[[ Record extracts open ]]

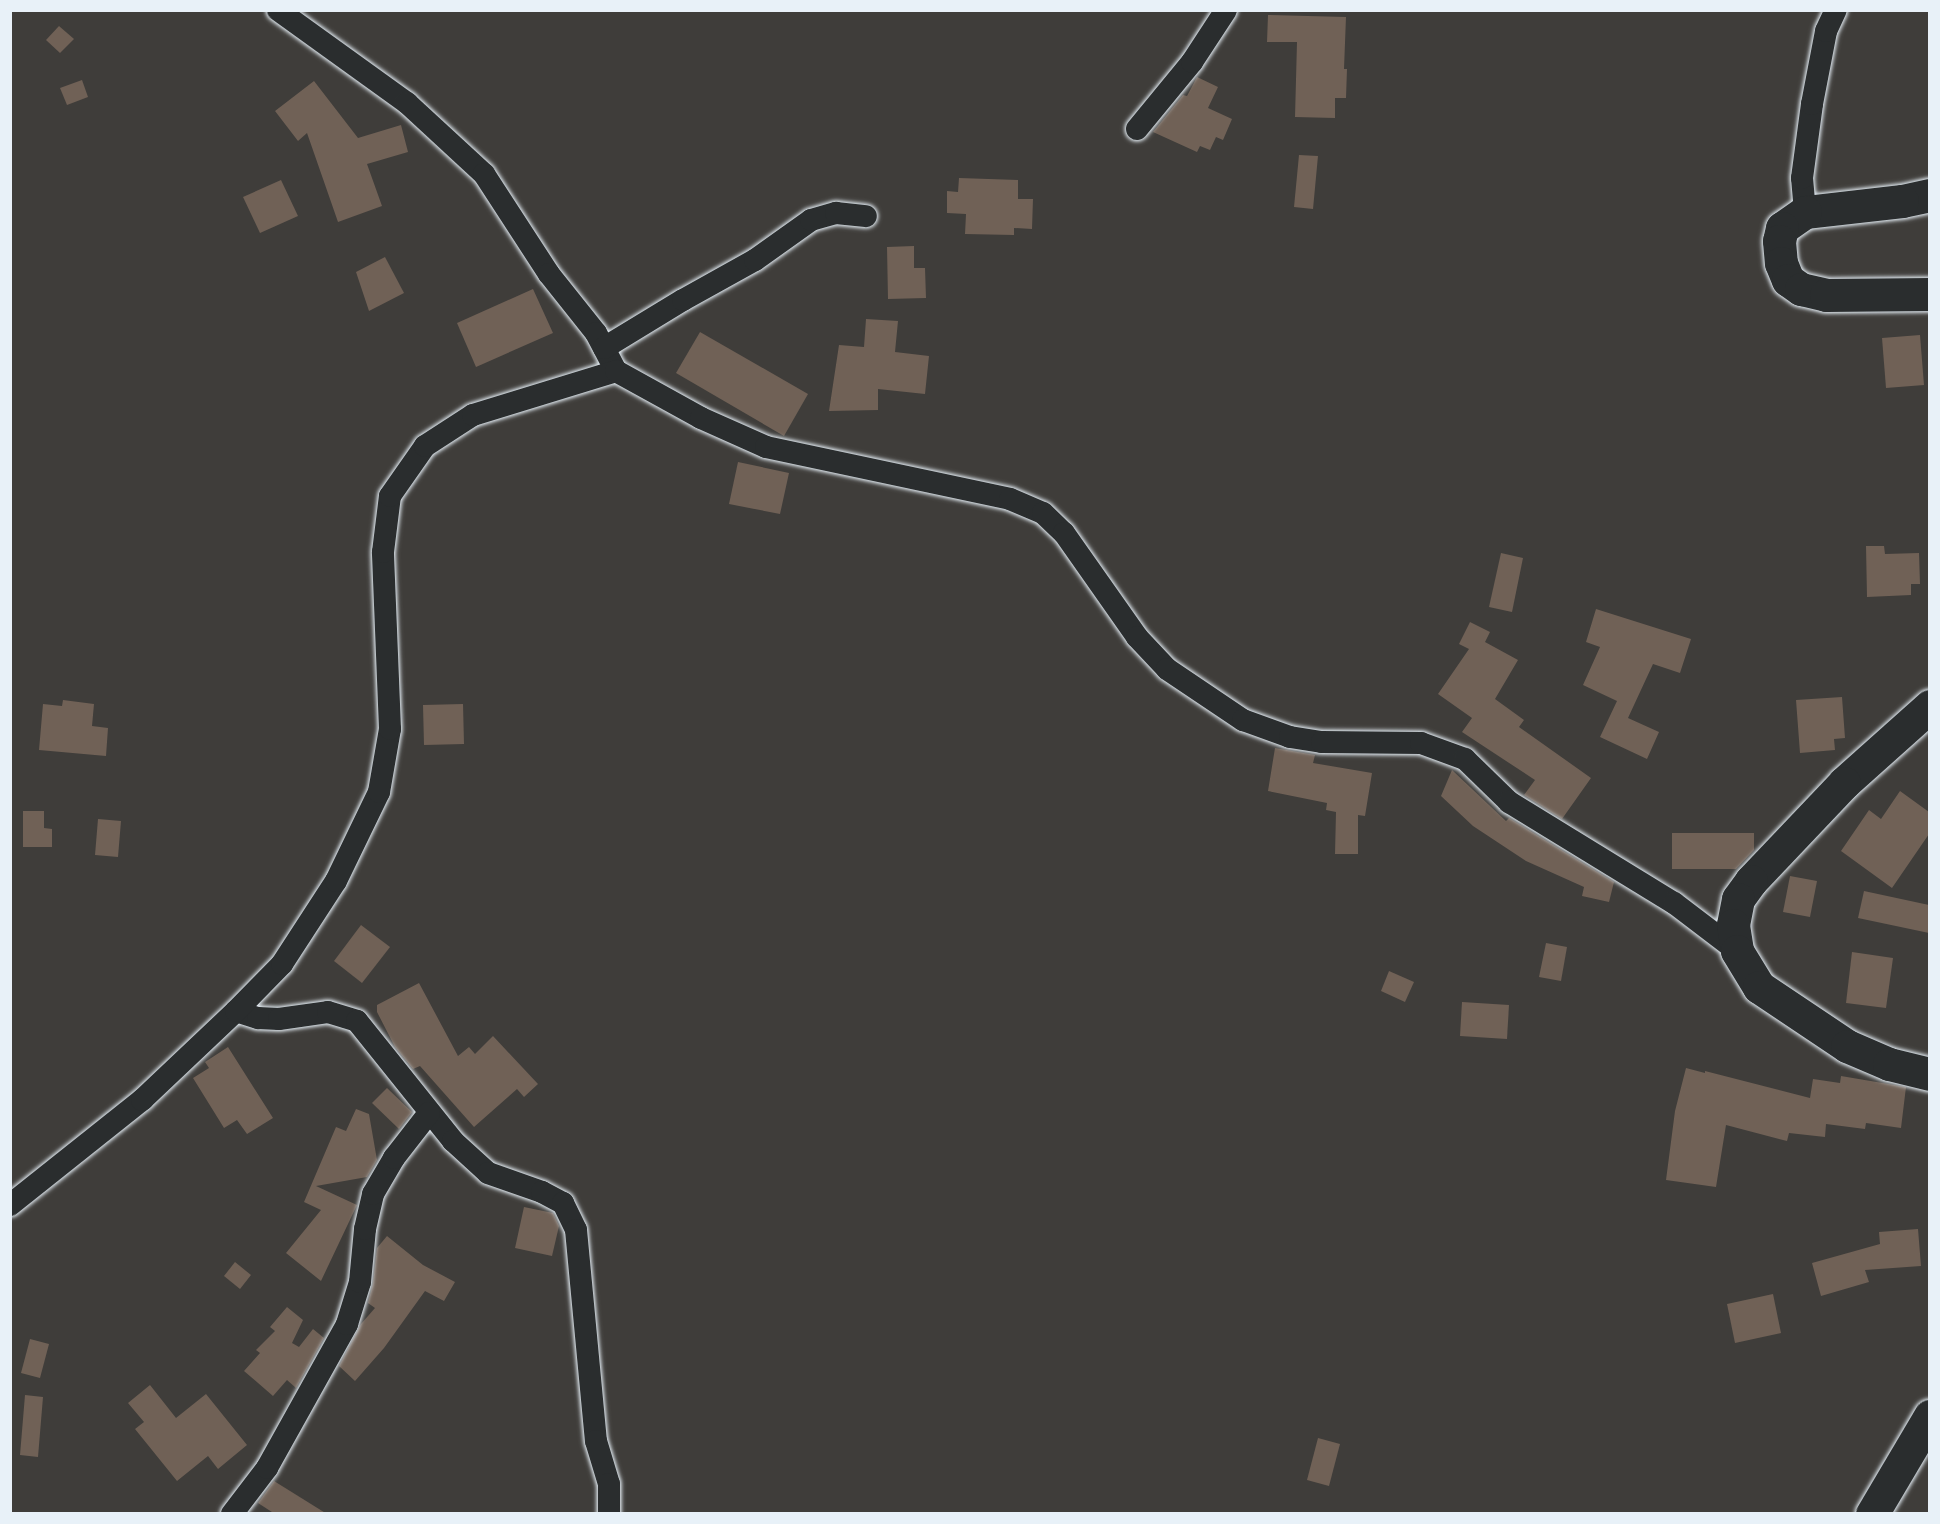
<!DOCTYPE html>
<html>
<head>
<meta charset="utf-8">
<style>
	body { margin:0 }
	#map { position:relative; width:1940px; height:1524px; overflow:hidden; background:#3f3d3a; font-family:Mali,sans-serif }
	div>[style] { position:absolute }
	.building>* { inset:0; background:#706156 }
	.roads { filter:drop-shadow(0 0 2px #e8f1f8) drop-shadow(0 0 2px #e8f1f8) }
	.minor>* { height:22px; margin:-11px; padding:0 11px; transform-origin:11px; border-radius:11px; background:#2a2d2e }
	.secondary>* { height:33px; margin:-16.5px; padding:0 16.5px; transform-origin:16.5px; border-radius:16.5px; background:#2a2d2e }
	span { translate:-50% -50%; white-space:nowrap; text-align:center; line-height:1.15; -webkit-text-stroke:5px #2a2d2e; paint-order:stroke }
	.frame { position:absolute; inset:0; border:12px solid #e8f1f8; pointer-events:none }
</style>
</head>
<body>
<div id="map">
	<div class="building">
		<div style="clip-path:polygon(1268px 15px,1346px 17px,1344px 69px,1347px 69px,1346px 98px,1335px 98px,1335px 118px,1295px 117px,1297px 42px,1267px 42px)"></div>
		<div style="clip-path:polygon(59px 26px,74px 39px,60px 53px,46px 40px)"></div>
		<div style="clip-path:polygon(1197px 77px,1218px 87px,1208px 108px,1232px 119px,1223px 140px,1216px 137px,1210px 150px,1200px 146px,1197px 152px,1153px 132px,1183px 95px,1187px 96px)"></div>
		<div style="clip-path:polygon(82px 80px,88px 97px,67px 105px,60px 88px)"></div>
		<div style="clip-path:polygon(314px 81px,358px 138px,401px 125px,408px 152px,367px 164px,382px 206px,338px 222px,307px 133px,298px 141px,275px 111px)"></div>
		<div style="clip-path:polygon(1299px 155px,1318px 156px,1313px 209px,1294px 207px)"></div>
		<div style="clip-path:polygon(959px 178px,1018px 180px,1018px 199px,1033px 199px,1032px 229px,1014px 228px,1014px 235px,965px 234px,966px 214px,947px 213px,947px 191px,958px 192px)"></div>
		<div style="clip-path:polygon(281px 180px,298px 216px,260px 233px,243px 197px)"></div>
		<div style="clip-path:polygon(914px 246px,914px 268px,925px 268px,926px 298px,888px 299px,887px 247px)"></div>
		<div style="clip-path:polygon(385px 257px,404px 293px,369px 311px,356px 272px)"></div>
		<div style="clip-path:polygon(533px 289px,553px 333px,476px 367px,457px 323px)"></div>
		<div style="clip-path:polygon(866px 319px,898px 321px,895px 352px,929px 356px,925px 394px,878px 389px,878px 410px,829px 411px,839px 345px,864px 347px)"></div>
		<div style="clip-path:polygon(700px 332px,808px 394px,784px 436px,676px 373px)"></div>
		<div style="clip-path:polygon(1920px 335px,1924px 385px,1886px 388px,1882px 338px)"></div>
		<div style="clip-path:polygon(738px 462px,789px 473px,780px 514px,729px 504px)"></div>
		<div style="clip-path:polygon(1866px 546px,1884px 546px,1885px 554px,1919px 553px,1920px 584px,1911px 584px,1911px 595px,1867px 597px)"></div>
		<div style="clip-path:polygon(1501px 553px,1523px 558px,1512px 612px,1489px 607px)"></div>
		<div style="clip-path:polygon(1596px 609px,1691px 639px,1680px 673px,1653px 664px,1628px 718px,1659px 732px,1647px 759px,1600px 737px,1617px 701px,1583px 685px,1600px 647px,1586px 642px)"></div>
		<div style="clip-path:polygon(1470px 622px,1490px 632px,1485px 642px,1518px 660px,1495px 699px,1524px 720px,1519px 727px,1591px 778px,1562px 819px,1524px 795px,1535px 780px,1462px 732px,1472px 718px,1438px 694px,1469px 649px,1459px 644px)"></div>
		<div style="clip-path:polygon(1842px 697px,1845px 738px,1834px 739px,1835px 750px,1800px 753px,1796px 700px)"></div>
		<div style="clip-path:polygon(63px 700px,94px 704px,92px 726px,108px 728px,106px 756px,39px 750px,43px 704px,62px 706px)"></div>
		<div style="clip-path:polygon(463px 704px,464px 744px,424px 745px,423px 705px)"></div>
		<div style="clip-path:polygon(1275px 748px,1315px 755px,1313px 763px,1372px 773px,1365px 816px,1358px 815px,1358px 854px,1335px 854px,1336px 812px,1326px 810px,1327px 803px,1268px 791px)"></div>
		<div style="clip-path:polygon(1452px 770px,1506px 821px,1509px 818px,1614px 882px,1609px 902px,1582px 896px,1584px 887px,1526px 861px,1473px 826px,1441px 796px)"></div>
		<div style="clip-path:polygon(1900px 791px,1929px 812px,1929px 834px,1892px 888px,1841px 851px,1869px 810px,1881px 819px)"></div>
		<div style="clip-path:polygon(23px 811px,44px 811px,44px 828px,52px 829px,52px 847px,23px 847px)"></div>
		<div style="clip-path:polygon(98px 819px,121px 821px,118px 857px,95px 855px)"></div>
		<div style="clip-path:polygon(1672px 833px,1754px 833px,1754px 850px,1736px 869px,1672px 869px)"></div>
		<div style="clip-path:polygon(1790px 876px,1817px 881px,1810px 917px,1783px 912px)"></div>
		<div style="clip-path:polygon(1864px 891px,1929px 905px,1929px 933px,1858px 918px)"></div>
		<div style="clip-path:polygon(361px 925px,390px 947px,362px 983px,334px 961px)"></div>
		<div style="clip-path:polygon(1546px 943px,1567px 947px,1561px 981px,1539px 977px)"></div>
		<div style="clip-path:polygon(1852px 952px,1893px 958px,1886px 1008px,1846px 1003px)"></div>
		<div style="clip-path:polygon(1389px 971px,1414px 982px,1405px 1002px,1381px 991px)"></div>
		<div style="clip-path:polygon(419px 983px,458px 1056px,469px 1047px,475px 1054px,493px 1036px,538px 1084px,524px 1097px,517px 1089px,474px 1127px,420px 1066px,413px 1069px,395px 1047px,377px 1012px,377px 1005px)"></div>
		<div style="clip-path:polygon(1462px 1002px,1509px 1005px,1507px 1039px,1460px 1036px)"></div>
		<div style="clip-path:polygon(228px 1047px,273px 1118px,247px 1134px,237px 1120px,224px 1128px,193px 1078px,209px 1068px,205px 1062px)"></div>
		<div style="clip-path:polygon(1686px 1068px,1705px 1073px,1705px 1071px,1810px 1098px,1813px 1079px,1840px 1083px,1841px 1076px,1906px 1087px,1901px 1128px,1866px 1123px,1865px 1129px,1826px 1124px,1825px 1137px,1789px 1133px,1787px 1141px,1726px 1125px,1716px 1187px,1666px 1180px,1675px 1111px)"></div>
		<div style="clip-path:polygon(387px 1088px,412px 1112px,399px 1129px,372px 1103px)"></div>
		<div style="clip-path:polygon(356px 1109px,369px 1114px,377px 1160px,367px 1177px,316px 1186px,357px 1205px,321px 1281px,286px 1253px,321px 1210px,304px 1202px,336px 1127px,346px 1131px)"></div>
		<div style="clip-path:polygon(524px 1207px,553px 1213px,559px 1226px,552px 1256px,515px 1248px)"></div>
		<div style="clip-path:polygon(1918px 1229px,1921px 1266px,1865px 1270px,1869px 1282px,1821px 1296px,1812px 1263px,1880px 1244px,1879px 1232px)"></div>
		<div style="clip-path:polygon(387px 1236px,423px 1265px,455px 1282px,444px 1301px,425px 1291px,384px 1348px,355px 1381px,339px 1366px,361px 1324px,375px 1308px,368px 1303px,373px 1283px,377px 1248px)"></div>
		<div style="clip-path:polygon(235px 1262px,251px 1275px,240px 1289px,224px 1276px)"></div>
		<div style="clip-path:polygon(1773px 1294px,1781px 1333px,1735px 1343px,1727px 1304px)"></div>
		<div style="clip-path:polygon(287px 1307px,303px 1320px,292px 1343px,299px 1347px,313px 1329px,324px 1338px,296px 1388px,287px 1380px,273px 1396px,244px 1371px,260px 1353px,256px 1350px,275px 1331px,270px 1327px)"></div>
		<div style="clip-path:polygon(30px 1339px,49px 1344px,40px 1378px,21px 1373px)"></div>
		<div style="clip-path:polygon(150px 1385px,176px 1418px,206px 1394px,247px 1445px,218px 1469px,208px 1456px,177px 1481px,135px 1429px,144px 1422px,128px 1403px)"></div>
		<div style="clip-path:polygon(25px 1395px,43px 1397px,38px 1457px,20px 1455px)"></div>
		<div style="clip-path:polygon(1318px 1438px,1340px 1444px,1329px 1486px,1307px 1480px)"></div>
		<div style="clip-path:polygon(274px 1481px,327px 1514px,275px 1514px,258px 1503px)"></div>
	</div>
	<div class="roads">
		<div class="minor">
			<div style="left:278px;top:10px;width:159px;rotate:35.8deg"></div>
			<div style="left:407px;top:103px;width:105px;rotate:42.7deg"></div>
			<div style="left:484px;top:174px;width:119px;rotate:57deg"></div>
			<div style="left:549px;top:274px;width:75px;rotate:51.5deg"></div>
			<div style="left:596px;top:333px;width:43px;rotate:62.2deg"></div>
			<div style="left:1137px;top:129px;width:87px;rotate:-50.6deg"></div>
			<div style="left:1192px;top:62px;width:62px;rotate:-56.8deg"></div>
			<div style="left:1805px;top:212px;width:34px;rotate:-95deg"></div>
			<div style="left:1802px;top:178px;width:75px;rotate:-82.3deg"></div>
			<div style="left:1812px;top:104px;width:74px;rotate:-79.1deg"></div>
			<div style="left:1826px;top:31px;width:23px;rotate:-65deg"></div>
			<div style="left:604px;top:348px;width:92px;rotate:-31.3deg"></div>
			<div style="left:683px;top:300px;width:82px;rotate:-29.1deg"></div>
			<div style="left:755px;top:260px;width:69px;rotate:-35.5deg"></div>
			<div style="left:811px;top:220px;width:26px;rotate:-16deg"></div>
			<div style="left:836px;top:213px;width:30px;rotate:6deg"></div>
			<div style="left:236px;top:1011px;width:23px;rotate:18deg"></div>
			<div style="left:258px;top:1018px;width:21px;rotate:3deg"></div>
			<div style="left:279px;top:1019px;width:49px;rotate:-8.1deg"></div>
			<div style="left:328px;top:1012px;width:30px;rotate:17deg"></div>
			<div style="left:357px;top:1021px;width:154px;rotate:51.3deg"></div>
			<div style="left:453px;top:1141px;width:47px;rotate:42.4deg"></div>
			<div style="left:488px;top:1173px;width:57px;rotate:19.4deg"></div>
			<div style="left:542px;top:1192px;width:24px;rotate:28deg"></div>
			<div style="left:563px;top:1203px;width:30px;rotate:64deg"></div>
			<div style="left:576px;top:1230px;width:212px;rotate:84.6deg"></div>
			<div style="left:596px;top:1441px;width:45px;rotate:73.2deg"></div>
			<div style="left:609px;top:1484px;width:30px;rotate:90deg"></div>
			<div style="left:10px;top:1205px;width:169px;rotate:-38.5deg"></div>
			<div style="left:142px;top:1100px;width:129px;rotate:-43.4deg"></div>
			<div style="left:236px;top:1011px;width:66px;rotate:-45.6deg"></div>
			<div style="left:282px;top:964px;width:99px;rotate:-57deg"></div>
			<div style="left:336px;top:881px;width:99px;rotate:-64.2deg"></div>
			<div style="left:379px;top:792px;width:64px;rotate:-80.1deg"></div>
			<div style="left:390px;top:729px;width:177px;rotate:-92.3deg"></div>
			<div style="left:383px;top:552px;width:56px;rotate:-82.9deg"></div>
			<div style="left:390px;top:496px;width:61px;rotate:-55deg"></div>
			<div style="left:425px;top:446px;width:57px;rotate:-32.9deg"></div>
			<div style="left:473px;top:415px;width:150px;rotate:-17.1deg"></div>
			<div style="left:616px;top:371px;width:97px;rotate:28.9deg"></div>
			<div style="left:701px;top:418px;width:71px;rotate:24deg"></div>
			<div style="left:766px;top:447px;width:249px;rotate:12deg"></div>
			<div style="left:1010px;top:499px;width:36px;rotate:23deg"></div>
			<div style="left:1043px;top:513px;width:29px;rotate:44deg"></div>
			<div style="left:1064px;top:533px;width:127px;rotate:54.9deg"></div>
			<div style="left:1137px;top:637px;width:44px;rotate:46.8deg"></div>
			<div style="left:1167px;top:669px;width:92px;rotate:33.9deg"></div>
			<div style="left:1243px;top:720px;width:50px;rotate:19.9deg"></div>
			<div style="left:1290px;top:737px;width:32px;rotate:9deg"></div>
			<div style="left:1322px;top:742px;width:99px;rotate:0.6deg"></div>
			<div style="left:1421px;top:743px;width:47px;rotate:20deg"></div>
			<div style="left:1465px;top:759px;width:62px;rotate:44.3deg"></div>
			<div style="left:1509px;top:802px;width:193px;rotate:31.5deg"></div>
			<div style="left:1674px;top:903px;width:79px;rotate:37.3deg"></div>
			<div style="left:232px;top:1514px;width:58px;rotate:-52.7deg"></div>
			<div style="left:267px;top:1468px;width:165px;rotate:-60.9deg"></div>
			<div style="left:347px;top:1324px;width:44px;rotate:-72.8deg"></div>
			<div style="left:360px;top:1282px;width:53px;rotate:-84.6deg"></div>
			<div style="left:365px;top:1229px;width:36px;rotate:-77deg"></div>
			<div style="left:373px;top:1194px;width:42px;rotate:-59.7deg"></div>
			<div style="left:394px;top:1158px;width:57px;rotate:-52.1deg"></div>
		</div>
		<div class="secondary">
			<div style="left:1930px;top:195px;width:29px;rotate:168deg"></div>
			<div style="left:1902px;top:201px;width:98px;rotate:173.5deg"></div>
			<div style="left:1805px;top:212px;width:28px;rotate:145deg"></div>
			<div style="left:1782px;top:228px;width:13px;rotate:103deg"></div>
			<div style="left:1779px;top:241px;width:22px;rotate:85deg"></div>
			<div style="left:1781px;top:263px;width:18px;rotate:68deg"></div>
			<div style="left:1788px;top:280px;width:16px;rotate:35deg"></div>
			<div style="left:1801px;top:289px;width:26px;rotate:13deg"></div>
			<div style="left:1826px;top:295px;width:104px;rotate:-0.6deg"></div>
			<div style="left:1930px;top:706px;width:115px;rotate:138.2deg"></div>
			<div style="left:1844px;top:783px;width:135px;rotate:133.5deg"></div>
			<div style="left:1751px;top:881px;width:22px;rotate:126deg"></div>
			<div style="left:1738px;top:899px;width:26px;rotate:101deg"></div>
			<div style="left:1733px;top:925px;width:26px;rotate:81deg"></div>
			<div style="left:1737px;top:951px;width:42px;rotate:58.6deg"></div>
			<div style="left:1759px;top:987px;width:106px;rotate:33.8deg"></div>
			<div style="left:1847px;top:1046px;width:46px;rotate:23.2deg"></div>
			<div style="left:1889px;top:1064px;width:42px;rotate:13.7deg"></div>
			<div style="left:1872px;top:1514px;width:114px;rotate:-59.4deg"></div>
		</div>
	</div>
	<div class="frame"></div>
</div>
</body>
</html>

[[ Record extracts closed ]]

[What is needed]: Starting at the first line of the material, output exactly the lines up to and including the one with "filter:drop-shadow(0 0 2px". Do not include the pictures.

[Output for this task]:
<!DOCTYPE html>
<html>
<head>
<meta charset="utf-8">
<style>
	body { margin:0 }
	#map { position:relative; width:1940px; height:1524px; overflow:hidden; background:#3f3d3a; font-family:Mali,sans-serif }
	div>[style] { position:absolute }
	.building>* { inset:0; background:#706156 }
	.roads { filter:drop-shadow(0 0 2px #e8f1f8) drop-shadow(0 0 2px #e8f1f8) }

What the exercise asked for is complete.